■ What to work on ■
Your task is to transcribe the data in full.

Stored items:

● ● ● ● ●

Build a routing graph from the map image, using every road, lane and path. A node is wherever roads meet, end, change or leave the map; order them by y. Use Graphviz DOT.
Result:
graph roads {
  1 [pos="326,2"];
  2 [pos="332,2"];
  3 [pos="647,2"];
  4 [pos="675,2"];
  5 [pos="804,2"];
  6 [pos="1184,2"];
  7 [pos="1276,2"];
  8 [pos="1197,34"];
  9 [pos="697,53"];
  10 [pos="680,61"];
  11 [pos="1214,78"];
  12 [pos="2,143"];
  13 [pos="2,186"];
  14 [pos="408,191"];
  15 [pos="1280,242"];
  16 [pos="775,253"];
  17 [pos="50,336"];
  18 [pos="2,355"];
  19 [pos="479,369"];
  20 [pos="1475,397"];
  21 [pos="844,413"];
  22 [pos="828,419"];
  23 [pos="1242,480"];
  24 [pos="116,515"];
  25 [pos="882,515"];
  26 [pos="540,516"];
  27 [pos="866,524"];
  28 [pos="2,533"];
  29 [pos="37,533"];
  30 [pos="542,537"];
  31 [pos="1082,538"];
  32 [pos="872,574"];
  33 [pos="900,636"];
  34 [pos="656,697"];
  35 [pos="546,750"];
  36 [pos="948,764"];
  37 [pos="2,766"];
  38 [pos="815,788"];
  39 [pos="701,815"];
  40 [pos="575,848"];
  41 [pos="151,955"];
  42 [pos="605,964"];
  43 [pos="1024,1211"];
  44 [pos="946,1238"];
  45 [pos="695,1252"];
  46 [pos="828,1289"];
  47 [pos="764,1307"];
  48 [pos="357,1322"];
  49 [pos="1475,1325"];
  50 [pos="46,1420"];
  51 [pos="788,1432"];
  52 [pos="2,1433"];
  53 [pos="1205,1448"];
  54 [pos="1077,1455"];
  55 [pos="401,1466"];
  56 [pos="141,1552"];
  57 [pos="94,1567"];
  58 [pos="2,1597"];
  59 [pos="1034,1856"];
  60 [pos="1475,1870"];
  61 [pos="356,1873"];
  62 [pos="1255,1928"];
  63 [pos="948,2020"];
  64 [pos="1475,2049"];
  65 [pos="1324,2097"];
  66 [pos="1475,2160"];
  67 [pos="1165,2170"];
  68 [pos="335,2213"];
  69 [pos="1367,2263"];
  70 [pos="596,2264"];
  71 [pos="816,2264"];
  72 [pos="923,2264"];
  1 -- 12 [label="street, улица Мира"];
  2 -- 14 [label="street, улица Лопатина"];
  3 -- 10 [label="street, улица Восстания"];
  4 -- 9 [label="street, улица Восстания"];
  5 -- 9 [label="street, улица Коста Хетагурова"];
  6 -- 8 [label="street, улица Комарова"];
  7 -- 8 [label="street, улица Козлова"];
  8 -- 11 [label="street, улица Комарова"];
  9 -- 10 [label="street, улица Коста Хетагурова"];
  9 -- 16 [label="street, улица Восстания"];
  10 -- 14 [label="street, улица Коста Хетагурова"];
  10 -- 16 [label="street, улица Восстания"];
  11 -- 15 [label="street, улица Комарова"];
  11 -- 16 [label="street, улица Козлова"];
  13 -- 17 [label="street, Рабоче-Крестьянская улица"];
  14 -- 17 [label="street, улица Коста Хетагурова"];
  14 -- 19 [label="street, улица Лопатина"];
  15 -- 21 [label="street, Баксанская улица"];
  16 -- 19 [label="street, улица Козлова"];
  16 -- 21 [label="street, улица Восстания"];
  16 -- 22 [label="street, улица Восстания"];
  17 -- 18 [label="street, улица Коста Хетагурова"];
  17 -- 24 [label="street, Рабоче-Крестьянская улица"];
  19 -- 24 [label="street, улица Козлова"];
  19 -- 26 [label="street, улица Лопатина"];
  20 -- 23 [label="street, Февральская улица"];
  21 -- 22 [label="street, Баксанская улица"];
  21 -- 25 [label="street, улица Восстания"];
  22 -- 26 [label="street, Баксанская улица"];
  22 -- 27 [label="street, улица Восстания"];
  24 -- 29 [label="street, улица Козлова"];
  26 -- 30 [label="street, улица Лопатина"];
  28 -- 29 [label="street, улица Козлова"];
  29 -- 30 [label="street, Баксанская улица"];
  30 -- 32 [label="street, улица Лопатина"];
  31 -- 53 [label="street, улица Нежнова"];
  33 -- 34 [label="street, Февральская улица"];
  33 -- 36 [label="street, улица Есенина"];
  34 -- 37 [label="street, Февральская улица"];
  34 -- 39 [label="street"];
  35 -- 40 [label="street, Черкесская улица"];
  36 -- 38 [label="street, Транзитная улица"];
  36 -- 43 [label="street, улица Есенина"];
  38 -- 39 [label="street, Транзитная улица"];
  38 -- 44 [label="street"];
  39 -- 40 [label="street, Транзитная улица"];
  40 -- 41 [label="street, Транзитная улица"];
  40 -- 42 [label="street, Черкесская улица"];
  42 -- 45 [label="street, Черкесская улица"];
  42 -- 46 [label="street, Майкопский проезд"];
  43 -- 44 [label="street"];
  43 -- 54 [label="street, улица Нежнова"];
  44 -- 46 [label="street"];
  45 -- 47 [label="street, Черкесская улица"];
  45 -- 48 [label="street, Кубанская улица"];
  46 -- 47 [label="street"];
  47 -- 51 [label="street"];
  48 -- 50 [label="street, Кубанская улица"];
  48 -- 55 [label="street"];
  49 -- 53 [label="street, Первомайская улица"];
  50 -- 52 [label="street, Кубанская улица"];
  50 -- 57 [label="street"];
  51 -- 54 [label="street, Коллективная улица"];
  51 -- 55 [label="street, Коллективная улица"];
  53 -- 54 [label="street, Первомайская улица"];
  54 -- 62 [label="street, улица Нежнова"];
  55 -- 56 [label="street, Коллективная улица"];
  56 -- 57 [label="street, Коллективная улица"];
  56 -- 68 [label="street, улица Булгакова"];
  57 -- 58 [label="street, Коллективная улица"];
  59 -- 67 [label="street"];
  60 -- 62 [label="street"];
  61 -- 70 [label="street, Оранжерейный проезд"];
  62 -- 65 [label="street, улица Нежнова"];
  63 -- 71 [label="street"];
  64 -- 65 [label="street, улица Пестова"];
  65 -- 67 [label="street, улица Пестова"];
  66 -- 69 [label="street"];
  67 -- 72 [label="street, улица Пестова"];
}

● ● ● ● ●

■ Response area ■
Build a routing graph from the map image, using every road, lane and path. A node is wherever roads meet, end, change or leave the map; order them by y. Use Graphviz DOT.
Result:
graph roads {
  1 [pos="326,2"];
  2 [pos="332,2"];
  3 [pos="647,2"];
  4 [pos="675,2"];
  5 [pos="804,2"];
  6 [pos="1184,2"];
  7 [pos="1276,2"];
  8 [pos="1197,34"];
  9 [pos="697,53"];
  10 [pos="680,61"];
  11 [pos="1214,78"];
  12 [pos="2,143"];
  13 [pos="2,186"];
  14 [pos="408,191"];
  15 [pos="1280,242"];
  16 [pos="775,253"];
  17 [pos="50,336"];
  18 [pos="2,355"];
  19 [pos="479,369"];
  20 [pos="1475,397"];
  21 [pos="844,413"];
  22 [pos="828,419"];
  23 [pos="1242,480"];
  24 [pos="116,515"];
  25 [pos="882,515"];
  26 [pos="540,516"];
  27 [pos="866,524"];
  28 [pos="2,533"];
  29 [pos="37,533"];
  30 [pos="542,537"];
  31 [pos="1082,538"];
  32 [pos="872,574"];
  33 [pos="900,636"];
  34 [pos="656,697"];
  35 [pos="546,750"];
  36 [pos="948,764"];
  37 [pos="2,766"];
  38 [pos="815,788"];
  39 [pos="701,815"];
  40 [pos="575,848"];
  41 [pos="151,955"];
  42 [pos="605,964"];
  43 [pos="1024,1211"];
  44 [pos="946,1238"];
  45 [pos="695,1252"];
  46 [pos="828,1289"];
  47 [pos="764,1307"];
  48 [pos="357,1322"];
  49 [pos="1475,1325"];
  50 [pos="46,1420"];
  51 [pos="788,1432"];
  52 [pos="2,1433"];
  53 [pos="1205,1448"];
  54 [pos="1077,1455"];
  55 [pos="401,1466"];
  56 [pos="141,1552"];
  57 [pos="94,1567"];
  58 [pos="2,1597"];
  59 [pos="1034,1856"];
  60 [pos="1475,1870"];
  61 [pos="356,1873"];
  62 [pos="1255,1928"];
  63 [pos="948,2020"];
  64 [pos="1475,2049"];
  65 [pos="1324,2097"];
  66 [pos="1475,2160"];
  67 [pos="1165,2170"];
  68 [pos="335,2213"];
  69 [pos="1367,2263"];
  70 [pos="596,2264"];
  71 [pos="816,2264"];
  72 [pos="923,2264"];
  1 -- 12 [label="street, улица Мира"];
  2 -- 14 [label="street, улица Лопатина"];
  3 -- 10 [label="street, улица Восстания"];
  4 -- 9 [label="street, улица Восстания"];
  5 -- 9 [label="street, улица Коста Хетагурова"];
  6 -- 8 [label="street, улица Комарова"];
  7 -- 8 [label="street, улица Козлова"];
  8 -- 11 [label="street, улица Комарова"];
  9 -- 10 [label="street, улица Коста Хетагурова"];
  9 -- 16 [label="street, улица Восстания"];
  10 -- 14 [label="street, улица Коста Хетагурова"];
  10 -- 16 [label="street, улица Восстания"];
  11 -- 15 [label="street, улица Комарова"];
  11 -- 16 [label="street, улица Козлова"];
  13 -- 17 [label="street, Рабоче-Крестьянская улица"];
  14 -- 17 [label="street, улица Коста Хетагурова"];
  14 -- 19 [label="street, улица Лопатина"];
  15 -- 21 [label="street, Баксанская улица"];
  16 -- 19 [label="street, улица Козлова"];
  16 -- 21 [label="street, улица Восстания"];
  16 -- 22 [label="street, улица Восстания"];
  17 -- 18 [label="street, улица Коста Хетагурова"];
  17 -- 24 [label="street, Рабоче-Крестьянская улица"];
  19 -- 24 [label="street, улица Козлова"];
  19 -- 26 [label="street, улица Лопатина"];
  20 -- 23 [label="street, Февральская улица"];
  21 -- 22 [label="street, Баксанская улица"];
  21 -- 25 [label="street, улица Восстания"];
  22 -- 26 [label="street, Баксанская улица"];
  22 -- 27 [label="street, улица Восстания"];
  24 -- 29 [label="street, улица Козлова"];
  26 -- 30 [label="street, улица Лопатина"];
  28 -- 29 [label="street, улица Козлова"];
  29 -- 30 [label="street, Баксанская улица"];
  30 -- 32 [label="street, улица Лопатина"];
  31 -- 53 [label="street, улица Нежнова"];
  33 -- 34 [label="street, Февральская улица"];
  33 -- 36 [label="street, улица Есенина"];
  34 -- 37 [label="street, Февральская улица"];
  34 -- 39 [label="street"];
  35 -- 40 [label="street, Черкесская улица"];
  36 -- 38 [label="street, Транзитная улица"];
  36 -- 43 [label="street, улица Есенина"];
  38 -- 39 [label="street, Транзитная улица"];
  38 -- 44 [label="street"];
  39 -- 40 [label="street, Транзитная улица"];
  40 -- 41 [label="street, Транзитная улица"];
  40 -- 42 [label="street, Черкесская улица"];
  42 -- 45 [label="street, Черкесская улица"];
  42 -- 46 [label="street, Майкопский проезд"];
  43 -- 44 [label="street"];
  43 -- 54 [label="street, улица Нежнова"];
  44 -- 46 [label="street"];
  45 -- 47 [label="street, Черкесская улица"];
  45 -- 48 [label="street, Кубанская улица"];
  46 -- 47 [label="street"];
  47 -- 51 [label="street"];
  48 -- 50 [label="street, Кубанская улица"];
  48 -- 55 [label="street"];
  49 -- 53 [label="street, Первомайская улица"];
  50 -- 52 [label="street, Кубанская улица"];
  50 -- 57 [label="street"];
  51 -- 54 [label="street, Коллективная улица"];
  51 -- 55 [label="street, Коллективная улица"];
  53 -- 54 [label="street, Первомайская улица"];
  54 -- 62 [label="street, улица Нежнова"];
  55 -- 56 [label="street, Коллективная улица"];
  56 -- 57 [label="street, Коллективная улица"];
  56 -- 68 [label="street, улица Булгакова"];
  57 -- 58 [label="street, Коллективная улица"];
  59 -- 67 [label="street"];
  60 -- 62 [label="street"];
  61 -- 70 [label="street, Оранжерейный проезд"];
  62 -- 65 [label="street, улица Нежнова"];
  63 -- 71 [label="street"];
  64 -- 65 [label="street, улица Пестова"];
  65 -- 67 [label="street, улица Пестова"];
  66 -- 69 [label="street"];
  67 -- 72 [label="street, улица Пестова"];
}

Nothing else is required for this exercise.